A year ago a complete overhaul of international standards of bank accounting practices and regulatory compliance was high on the agenda when the world’s banking system was on the brink of a complete collapse were bailed out. Politicians and oversight boards vowed to get tough and insisted that revised rules cannot wait until the current recession is over. Banks and financial institutions would no longer be allowed to become too big, or to fail or take unnecessary risks or be rewarded with large bonus checks or take risks they did not understand. These were some of the clear statements made during the financial turmoil. Now a year later, as some big banks show reasonable signs of improvement and once again appear profitable, the gap between what politicians and regulators said was required a year ago and what reforms continue to be on the drawing board seem to widen quite a bit. Some of the initiatives that still have not had a complete breakthrough are: - Alter rules allowing bankrupt homeowners to remain in their homes
- A new consumer Create a protection agency for the financial sector
- OTC derivatives trading should go through clearing houses, limiting the counterparty risk.

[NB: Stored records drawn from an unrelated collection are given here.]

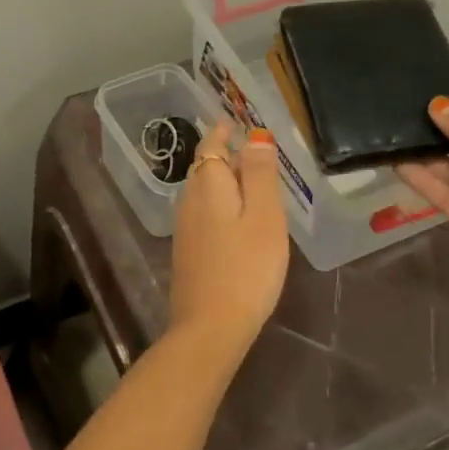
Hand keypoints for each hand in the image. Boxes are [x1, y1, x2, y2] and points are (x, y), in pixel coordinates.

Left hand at [168, 121, 289, 345]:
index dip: (224, 132)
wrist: (210, 326)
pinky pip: (204, 214)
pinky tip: (238, 221)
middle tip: (255, 153)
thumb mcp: (264, 215)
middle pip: (205, 167)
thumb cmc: (246, 267)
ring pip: (204, 192)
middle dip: (226, 155)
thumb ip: (259, 173)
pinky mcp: (188, 251)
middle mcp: (189, 199)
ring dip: (224, 182)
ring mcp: (185, 227)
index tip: (237, 123)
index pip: (211, 145)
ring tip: (252, 184)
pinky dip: (220, 206)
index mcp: (208, 184)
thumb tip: (256, 135)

Another issue that continues to create widespread debate is to determine specific limits on bankers’ bonuses, even tough efforts to cap executive pay started more than a decade ago. The Financial Stability Forum group of finance ministers and supervisors were asked to come up with specific rules for bonuses by the time of the Pittsburgh G20 summit last month and make risk-taking by financial institutions much more expensive or make banks less able to pay big bonuses for taking risk in the first place. Some other initiatives on the drawing board are: - Requirements for a ‘higher-quality’ capital to be held by banks as a shock absorber for the future, once the recovery is assured
- Introduction of countercyclical buffers so that banks set aside more reserves in good times to be drawn upon in bad
- Proposal from the Basel Committee on Banking Supervision, for an overall leverage ratio, setting out the maximum borrowing a bank can have relative to the capital base applied at each institution and across all its entities. (Believe it or not, US banks never signed up to the Basel II agreement on capital, but they already operate under such ratios).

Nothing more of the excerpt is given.